*** Opening of Records ***

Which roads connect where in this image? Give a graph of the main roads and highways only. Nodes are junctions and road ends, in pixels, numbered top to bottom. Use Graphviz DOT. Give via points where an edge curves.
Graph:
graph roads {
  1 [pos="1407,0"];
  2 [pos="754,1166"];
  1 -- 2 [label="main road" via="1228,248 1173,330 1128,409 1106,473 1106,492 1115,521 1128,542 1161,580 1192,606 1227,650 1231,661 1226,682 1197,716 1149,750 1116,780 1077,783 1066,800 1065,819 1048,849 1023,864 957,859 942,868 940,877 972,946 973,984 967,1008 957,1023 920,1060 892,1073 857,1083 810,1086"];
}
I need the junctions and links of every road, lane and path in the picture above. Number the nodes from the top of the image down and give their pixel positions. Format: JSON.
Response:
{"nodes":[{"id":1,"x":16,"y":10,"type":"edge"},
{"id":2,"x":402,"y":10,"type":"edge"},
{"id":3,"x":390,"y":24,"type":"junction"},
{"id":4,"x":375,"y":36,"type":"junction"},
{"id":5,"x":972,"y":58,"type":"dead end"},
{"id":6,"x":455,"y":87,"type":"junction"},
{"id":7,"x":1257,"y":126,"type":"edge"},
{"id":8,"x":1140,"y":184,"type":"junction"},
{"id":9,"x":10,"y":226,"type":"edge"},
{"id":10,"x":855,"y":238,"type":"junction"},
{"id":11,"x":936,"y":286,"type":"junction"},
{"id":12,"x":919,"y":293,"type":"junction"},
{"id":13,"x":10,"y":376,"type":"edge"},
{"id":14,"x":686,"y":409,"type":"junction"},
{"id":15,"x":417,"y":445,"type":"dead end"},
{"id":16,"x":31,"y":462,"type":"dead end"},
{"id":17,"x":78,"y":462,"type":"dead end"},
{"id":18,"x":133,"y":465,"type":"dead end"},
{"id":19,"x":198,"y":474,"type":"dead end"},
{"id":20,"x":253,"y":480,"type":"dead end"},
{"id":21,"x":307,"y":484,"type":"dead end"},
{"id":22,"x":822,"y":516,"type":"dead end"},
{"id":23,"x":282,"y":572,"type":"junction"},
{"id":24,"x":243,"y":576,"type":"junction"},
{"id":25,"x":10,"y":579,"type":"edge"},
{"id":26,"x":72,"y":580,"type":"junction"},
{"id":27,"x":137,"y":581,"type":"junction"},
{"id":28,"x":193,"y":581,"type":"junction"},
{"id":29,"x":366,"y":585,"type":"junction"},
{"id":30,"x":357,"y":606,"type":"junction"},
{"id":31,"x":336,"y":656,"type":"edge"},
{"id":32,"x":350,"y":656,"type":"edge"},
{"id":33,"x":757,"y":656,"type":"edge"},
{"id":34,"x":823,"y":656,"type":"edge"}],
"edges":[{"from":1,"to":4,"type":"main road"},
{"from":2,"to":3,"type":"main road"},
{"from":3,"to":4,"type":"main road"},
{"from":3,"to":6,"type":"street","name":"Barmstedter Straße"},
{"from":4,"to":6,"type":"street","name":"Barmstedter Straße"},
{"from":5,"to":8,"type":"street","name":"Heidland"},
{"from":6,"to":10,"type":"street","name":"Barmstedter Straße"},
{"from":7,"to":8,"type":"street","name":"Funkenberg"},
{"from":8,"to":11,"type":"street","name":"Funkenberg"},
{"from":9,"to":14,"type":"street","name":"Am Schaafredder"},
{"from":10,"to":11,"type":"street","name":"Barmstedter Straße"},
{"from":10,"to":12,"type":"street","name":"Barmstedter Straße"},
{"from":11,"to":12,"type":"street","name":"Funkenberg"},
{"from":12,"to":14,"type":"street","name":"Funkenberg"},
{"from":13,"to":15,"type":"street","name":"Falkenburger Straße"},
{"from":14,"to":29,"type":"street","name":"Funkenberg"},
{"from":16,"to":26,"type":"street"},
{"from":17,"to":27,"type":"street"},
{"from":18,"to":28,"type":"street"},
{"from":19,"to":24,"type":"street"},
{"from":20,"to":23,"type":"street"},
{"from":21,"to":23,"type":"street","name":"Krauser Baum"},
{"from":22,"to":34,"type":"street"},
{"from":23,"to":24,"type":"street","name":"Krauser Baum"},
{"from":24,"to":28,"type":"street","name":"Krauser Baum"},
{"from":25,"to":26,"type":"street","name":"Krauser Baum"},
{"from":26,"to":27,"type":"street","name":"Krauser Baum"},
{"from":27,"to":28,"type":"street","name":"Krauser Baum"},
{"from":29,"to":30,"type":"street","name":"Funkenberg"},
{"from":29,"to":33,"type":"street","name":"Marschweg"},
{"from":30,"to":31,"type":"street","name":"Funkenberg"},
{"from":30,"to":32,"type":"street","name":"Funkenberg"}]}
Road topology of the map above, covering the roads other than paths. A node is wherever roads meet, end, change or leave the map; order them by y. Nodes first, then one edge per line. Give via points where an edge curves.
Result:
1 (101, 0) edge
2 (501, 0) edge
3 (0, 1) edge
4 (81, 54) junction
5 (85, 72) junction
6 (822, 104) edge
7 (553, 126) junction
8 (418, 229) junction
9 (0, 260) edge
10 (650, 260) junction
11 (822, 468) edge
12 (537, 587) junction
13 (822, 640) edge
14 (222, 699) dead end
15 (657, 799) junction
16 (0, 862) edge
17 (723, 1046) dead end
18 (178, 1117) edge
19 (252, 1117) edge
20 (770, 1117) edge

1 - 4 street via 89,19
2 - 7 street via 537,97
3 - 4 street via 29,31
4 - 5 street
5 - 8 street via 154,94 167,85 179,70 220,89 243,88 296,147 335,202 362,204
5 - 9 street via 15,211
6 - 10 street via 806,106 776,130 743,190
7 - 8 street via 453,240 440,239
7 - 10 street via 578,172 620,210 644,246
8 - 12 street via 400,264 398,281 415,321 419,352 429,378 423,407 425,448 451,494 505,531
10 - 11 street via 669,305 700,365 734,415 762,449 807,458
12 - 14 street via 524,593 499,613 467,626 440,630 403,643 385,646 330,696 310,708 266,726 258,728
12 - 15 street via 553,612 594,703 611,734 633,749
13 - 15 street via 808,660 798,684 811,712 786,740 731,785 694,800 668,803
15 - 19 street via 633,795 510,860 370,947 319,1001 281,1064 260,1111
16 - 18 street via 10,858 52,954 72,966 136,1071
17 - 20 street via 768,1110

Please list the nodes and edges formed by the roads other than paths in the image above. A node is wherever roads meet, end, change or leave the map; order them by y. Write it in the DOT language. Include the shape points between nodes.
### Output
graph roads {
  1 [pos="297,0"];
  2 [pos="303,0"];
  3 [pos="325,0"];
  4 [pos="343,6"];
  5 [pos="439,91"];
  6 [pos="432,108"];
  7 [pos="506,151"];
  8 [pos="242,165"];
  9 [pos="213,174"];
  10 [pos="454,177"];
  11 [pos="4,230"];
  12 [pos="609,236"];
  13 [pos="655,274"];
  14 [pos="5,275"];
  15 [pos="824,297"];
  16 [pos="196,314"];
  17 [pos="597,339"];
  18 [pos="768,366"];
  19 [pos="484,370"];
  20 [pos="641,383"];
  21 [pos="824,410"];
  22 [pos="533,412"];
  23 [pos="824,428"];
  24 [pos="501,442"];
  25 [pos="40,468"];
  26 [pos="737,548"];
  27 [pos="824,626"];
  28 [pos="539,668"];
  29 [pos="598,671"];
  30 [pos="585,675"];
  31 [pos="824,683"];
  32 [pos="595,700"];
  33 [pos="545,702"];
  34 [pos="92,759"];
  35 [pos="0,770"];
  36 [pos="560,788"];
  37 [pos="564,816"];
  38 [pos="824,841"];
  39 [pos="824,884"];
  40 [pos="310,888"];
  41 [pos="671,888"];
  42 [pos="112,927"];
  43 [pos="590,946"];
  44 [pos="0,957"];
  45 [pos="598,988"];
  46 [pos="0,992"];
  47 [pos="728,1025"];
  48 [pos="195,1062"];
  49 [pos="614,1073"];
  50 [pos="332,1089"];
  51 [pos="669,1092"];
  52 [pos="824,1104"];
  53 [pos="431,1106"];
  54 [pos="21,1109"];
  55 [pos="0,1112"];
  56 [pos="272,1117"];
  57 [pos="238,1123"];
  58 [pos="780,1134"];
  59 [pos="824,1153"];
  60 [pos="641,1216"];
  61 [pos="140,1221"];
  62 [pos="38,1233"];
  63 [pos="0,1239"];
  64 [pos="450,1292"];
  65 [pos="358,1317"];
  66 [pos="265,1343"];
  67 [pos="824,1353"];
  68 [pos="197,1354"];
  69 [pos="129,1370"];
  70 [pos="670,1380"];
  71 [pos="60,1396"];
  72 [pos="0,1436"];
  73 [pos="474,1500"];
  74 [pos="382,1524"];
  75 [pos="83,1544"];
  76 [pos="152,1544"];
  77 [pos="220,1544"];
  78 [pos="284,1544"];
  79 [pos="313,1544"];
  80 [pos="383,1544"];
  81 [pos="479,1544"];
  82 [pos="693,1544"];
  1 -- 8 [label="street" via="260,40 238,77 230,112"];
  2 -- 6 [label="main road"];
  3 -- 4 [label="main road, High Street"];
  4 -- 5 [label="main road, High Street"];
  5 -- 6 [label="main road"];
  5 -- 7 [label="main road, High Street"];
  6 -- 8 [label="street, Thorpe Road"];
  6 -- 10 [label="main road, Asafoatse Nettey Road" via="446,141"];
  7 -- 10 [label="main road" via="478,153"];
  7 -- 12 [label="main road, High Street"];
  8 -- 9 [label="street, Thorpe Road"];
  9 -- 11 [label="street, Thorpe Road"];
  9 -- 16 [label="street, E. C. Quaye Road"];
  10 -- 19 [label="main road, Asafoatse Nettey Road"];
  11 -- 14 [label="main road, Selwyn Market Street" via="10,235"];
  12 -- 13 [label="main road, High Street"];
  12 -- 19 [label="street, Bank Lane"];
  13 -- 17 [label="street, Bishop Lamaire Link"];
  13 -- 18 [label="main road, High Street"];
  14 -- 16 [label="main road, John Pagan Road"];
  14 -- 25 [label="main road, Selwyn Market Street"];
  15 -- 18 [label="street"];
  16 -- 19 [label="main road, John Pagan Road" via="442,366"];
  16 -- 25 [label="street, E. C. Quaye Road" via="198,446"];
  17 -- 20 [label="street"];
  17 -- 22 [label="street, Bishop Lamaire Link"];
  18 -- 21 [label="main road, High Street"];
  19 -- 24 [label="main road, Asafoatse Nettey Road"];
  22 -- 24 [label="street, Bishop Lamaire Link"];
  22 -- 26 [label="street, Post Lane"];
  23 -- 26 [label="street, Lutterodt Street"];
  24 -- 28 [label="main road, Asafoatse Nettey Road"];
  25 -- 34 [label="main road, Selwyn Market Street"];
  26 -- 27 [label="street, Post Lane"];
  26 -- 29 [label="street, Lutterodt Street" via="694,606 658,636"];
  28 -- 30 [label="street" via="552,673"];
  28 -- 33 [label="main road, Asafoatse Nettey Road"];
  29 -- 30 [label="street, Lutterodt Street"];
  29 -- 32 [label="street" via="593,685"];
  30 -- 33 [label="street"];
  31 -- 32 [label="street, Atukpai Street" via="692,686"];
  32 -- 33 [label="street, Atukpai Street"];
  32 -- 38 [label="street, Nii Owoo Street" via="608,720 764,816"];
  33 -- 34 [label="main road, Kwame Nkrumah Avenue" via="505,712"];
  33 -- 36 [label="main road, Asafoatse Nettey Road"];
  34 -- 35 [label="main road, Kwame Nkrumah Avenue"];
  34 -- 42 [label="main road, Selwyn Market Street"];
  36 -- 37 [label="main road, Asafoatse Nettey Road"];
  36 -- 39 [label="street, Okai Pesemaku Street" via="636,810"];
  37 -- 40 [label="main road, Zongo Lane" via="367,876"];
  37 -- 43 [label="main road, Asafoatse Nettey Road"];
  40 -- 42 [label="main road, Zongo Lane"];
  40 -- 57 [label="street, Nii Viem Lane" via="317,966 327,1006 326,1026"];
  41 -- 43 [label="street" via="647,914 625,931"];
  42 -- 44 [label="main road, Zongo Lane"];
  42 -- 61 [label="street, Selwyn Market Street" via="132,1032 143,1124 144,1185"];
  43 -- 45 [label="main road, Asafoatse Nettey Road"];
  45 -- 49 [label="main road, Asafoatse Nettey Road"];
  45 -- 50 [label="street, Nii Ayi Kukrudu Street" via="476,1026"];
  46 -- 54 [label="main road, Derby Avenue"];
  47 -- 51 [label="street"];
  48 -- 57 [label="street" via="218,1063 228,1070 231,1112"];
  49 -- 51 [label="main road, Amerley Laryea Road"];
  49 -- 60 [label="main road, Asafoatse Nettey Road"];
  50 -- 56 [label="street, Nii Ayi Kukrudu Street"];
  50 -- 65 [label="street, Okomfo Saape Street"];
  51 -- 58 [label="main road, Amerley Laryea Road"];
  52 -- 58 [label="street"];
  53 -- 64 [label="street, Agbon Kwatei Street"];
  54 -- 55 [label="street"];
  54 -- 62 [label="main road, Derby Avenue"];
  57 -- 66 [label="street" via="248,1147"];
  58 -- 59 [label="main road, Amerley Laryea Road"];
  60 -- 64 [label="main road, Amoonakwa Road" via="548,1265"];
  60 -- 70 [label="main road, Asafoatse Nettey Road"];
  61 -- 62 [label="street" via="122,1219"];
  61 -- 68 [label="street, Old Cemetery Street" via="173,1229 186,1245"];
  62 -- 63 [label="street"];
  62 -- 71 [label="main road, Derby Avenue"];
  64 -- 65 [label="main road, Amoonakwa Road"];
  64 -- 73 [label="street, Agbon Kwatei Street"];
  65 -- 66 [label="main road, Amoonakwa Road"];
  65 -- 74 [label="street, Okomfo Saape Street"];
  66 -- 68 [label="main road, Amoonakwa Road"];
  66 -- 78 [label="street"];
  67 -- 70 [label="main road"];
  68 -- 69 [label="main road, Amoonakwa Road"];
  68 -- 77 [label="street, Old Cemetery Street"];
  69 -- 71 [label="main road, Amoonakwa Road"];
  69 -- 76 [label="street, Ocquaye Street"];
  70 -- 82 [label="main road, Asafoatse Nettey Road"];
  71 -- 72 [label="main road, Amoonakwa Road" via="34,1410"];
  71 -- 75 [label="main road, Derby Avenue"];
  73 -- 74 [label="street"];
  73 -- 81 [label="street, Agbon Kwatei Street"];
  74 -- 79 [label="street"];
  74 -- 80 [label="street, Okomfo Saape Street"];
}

*** Close of Records ***

* [What is being asked]
Beginning at the top of the data, extract each line through the line containing "I need the junctions" and return those lines exactly, with nothing added.

* [Response below]
Which roads connect where in this image? Give a graph of the main roads and highways only. Nodes are junctions and road ends, in pixels, numbered top to bottom. Use Graphviz DOT. Give via points where an edge curves.
Graph:
graph roads {
  1 [pos="1407,0"];
  2 [pos="754,1166"];
  1 -- 2 [label="main road" via="1228,248 1173,330 1128,409 1106,473 1106,492 1115,521 1128,542 1161,580 1192,606 1227,650 1231,661 1226,682 1197,716 1149,750 1116,780 1077,783 1066,800 1065,819 1048,849 1023,864 957,859 942,868 940,877 972,946 973,984 967,1008 957,1023 920,1060 892,1073 857,1083 810,1086"];
}
I need the junctions and links of every road, lane and path in the picture above. Number the nodes from the top of the image down and give their pixel positions. Format: JSON.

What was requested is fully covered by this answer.